Cette année, le second anniversaire de la réconciliation entre le CPL et les FL, conclue le 18 janvier 2016, est passé totalement inaperçu. L’an dernier, en effet, les deux pionniers de cette réconciliation, le président de la commission parlementaire des Finances Ibrahim Kanaan et le ministre de l’Information Melhem Riachi, avaient multiplié les interventions dans les médias pour célébrer cette grande réalisation. Cette année, pas un mot sur la question, comme si les pères de cette réconciliation refusaient désormais de revendiquer cette paternité.
Vantée comme un événement historique, cette fameuse réconciliation n’aurait-elle donc pas survécu à la première année du mandat du président Michel Aoun ? Aussi bien du côté aouniste que de celui des FL, on refuse toutefois d’annoncer la mort de l’entente entre les deux formations chrétiennes. Même si les deux parties ne cachent pas les divergences entre elles et une certaine amertume chacune à l’égard de l’autre.
Tout avait commencé, après plus de dix mois de tractations, par l’adoption par le chef des FL Samir Geagea de la candidature de Michel Aoun à la présidence de la République dans le cadre d’une cérémonie à Meerab, le 18 janvier 2016. L’événement avait été présenté comme un grand pas en avant dans le sens de l’unité, de la part des deux formations rivales, après une guerre fratricide qui avait laissé des blessures saignantes chez les partisans de l’une et de l’autre, suivie de longues années de confrontations politiques féroces. Les deux formations avaient même voulu donner une dimension morale à leur réconciliation, même si certains analystes avaient estimé à l’époque qu’il s’agissait surtout d’une rencontre d’intérêts, Michel Aoun ayant intérêt à être soutenu par la formation chrétienne qui lui était la plus hostile et Samir Geagea ayant besoin de Michel Aoun pour couper la voie à la candidature de Sleiman Frangié, adoptée à l’époque par Saad Hariri.

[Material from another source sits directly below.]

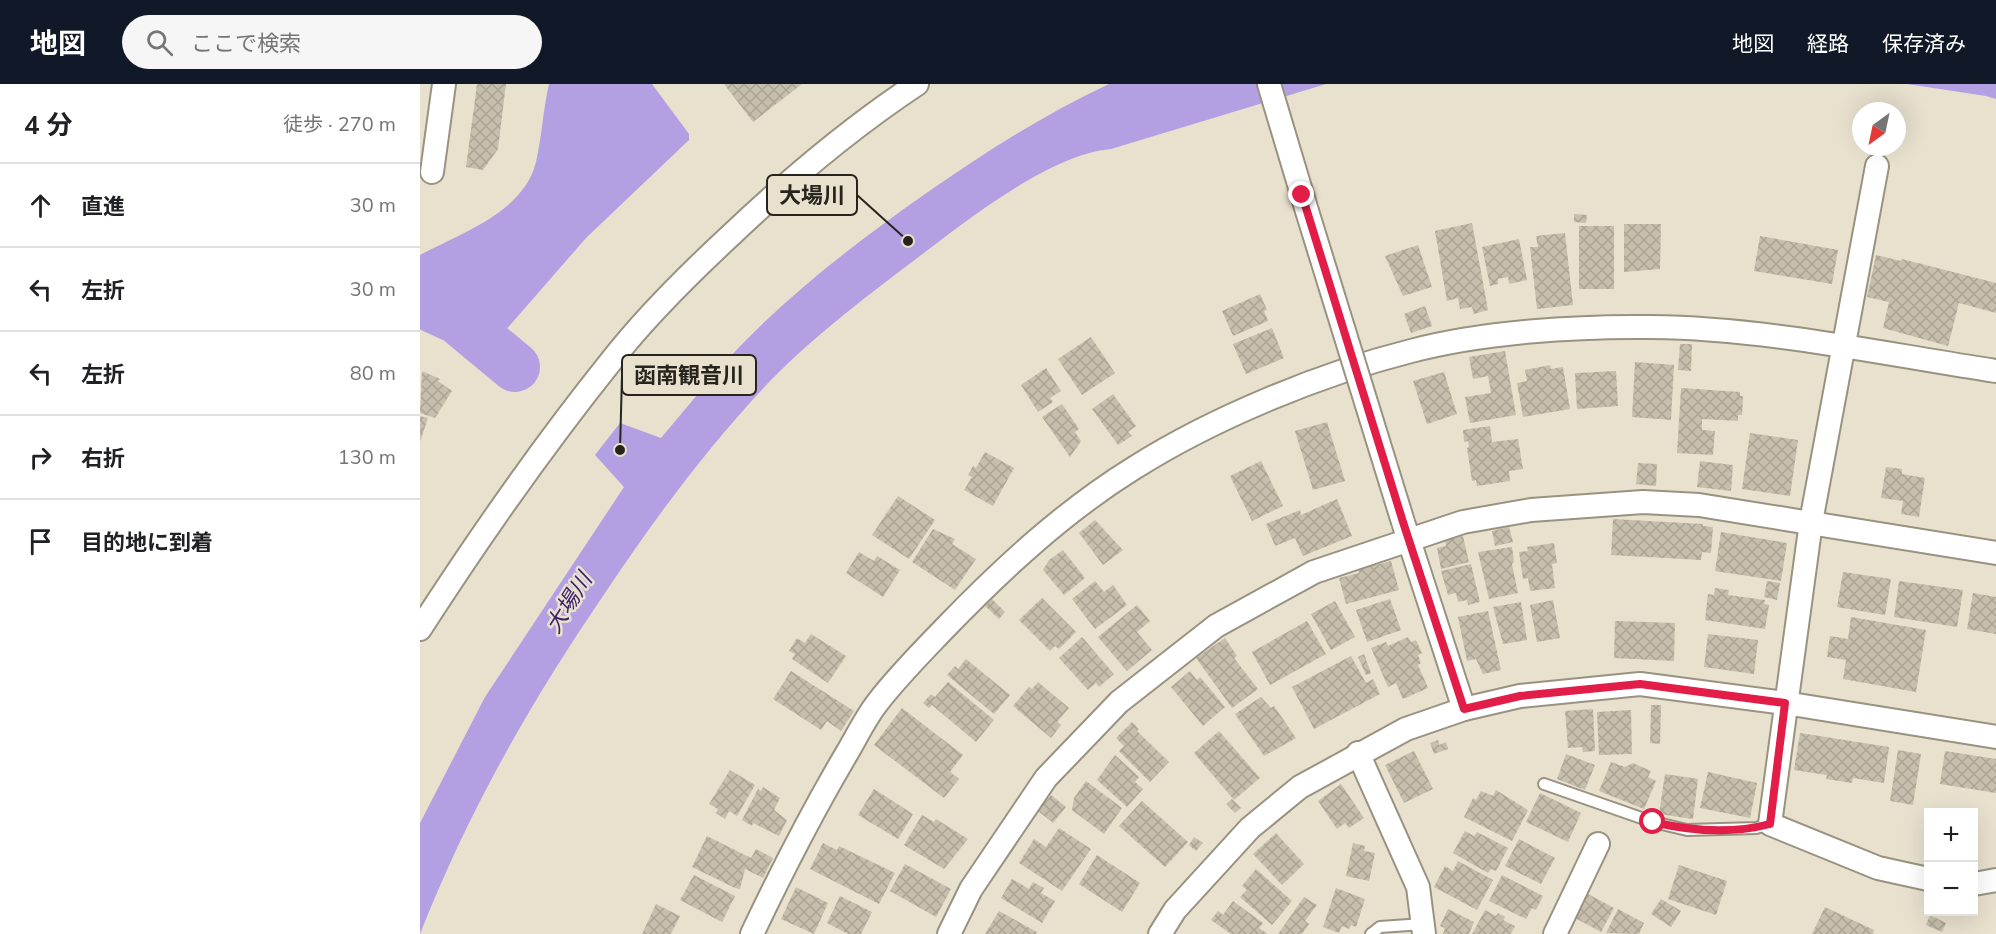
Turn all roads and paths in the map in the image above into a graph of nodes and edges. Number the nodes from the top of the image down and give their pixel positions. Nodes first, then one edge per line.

Ce marchandage paraissant un peu médiocre face à la grande idée du renforcement du rôle des chrétiens au sein de l’État libanais, les parties présentaient leurs divergences comme des choix politiques régionaux contradictoires. En réalité, et selon les informations qui ont filtré des réunions successives du gouvernement, les divergences sont essentiellement apparues sur des dossiers sociaux ou administratifs, les ministres FL ne soulevant que des problèmes relevant des ministres du CPL (électricité, environnement, etc.), alors que dans les dossiers conflictuels entre les ministres proches de Nabih Berry et ceux du CPL, les FL s’abstenaient de se prononcer. Au fur et à mesure que les conflits se précisaient, le fossé se creusait de nouveau entre les deux formations. Au point qu’aujourd’hui, les divergences ne peuvent plus être dissimulées et les médias s’interrogent de plus en plus sur l’avenir de l’entente conclue à Meerab en 2016. Le tandem qui aurait dû mener côte à côte les élections législatives se retrouve dans la plupart des circonscriptions dans des listes opposées.
Comme le dit un cadre du CPL : « Heureusement que la loi ne favorise pas les alliances entre formations ayant la même assise confessionnelle. Sinon, il aurait été difficile de sauver la face ! » En dépit de ce constat peu encourageant, les états-majors des deux formations continuent à affirmer que l’entente conclue à Meerab devrait survivre à ces secousses, car c’est la rue chrétienne qui la souhaite. Et les divergences, aussi importantes soient-elles, ne dépasseront pas le plafond qui a été fixé et qui a interdit les conflits ouverts. D’ailleurs, dans certaines circonscriptions, les FL et le CPL pourraient s’allier si l’intérêt des électeurs chrétiens est en jeu. Ce sera peut-être le cas à Zahlé par exemple. Rien n’est encore définitif, mais de toute façon, il n’y aura pas un retour aux relations heurtées de l’avant-18 janvier 2016. Concernant le partage des postes, les deux formations estiment que l’issue des élections législatives devrait déterminer la part de chacune. C’est pourquoi aujourd’hui, la priorité est aux élections, les FL espérant obtenir un bloc parlementaire d’au moins 14 députés (c’est-à-dire 6 de plus que le bloc actuel) et le CPL espérant garder un bloc de plus de 22 (il en a actuellement 23 si on compte les deux députés du Tachnag et Émile Rahmé).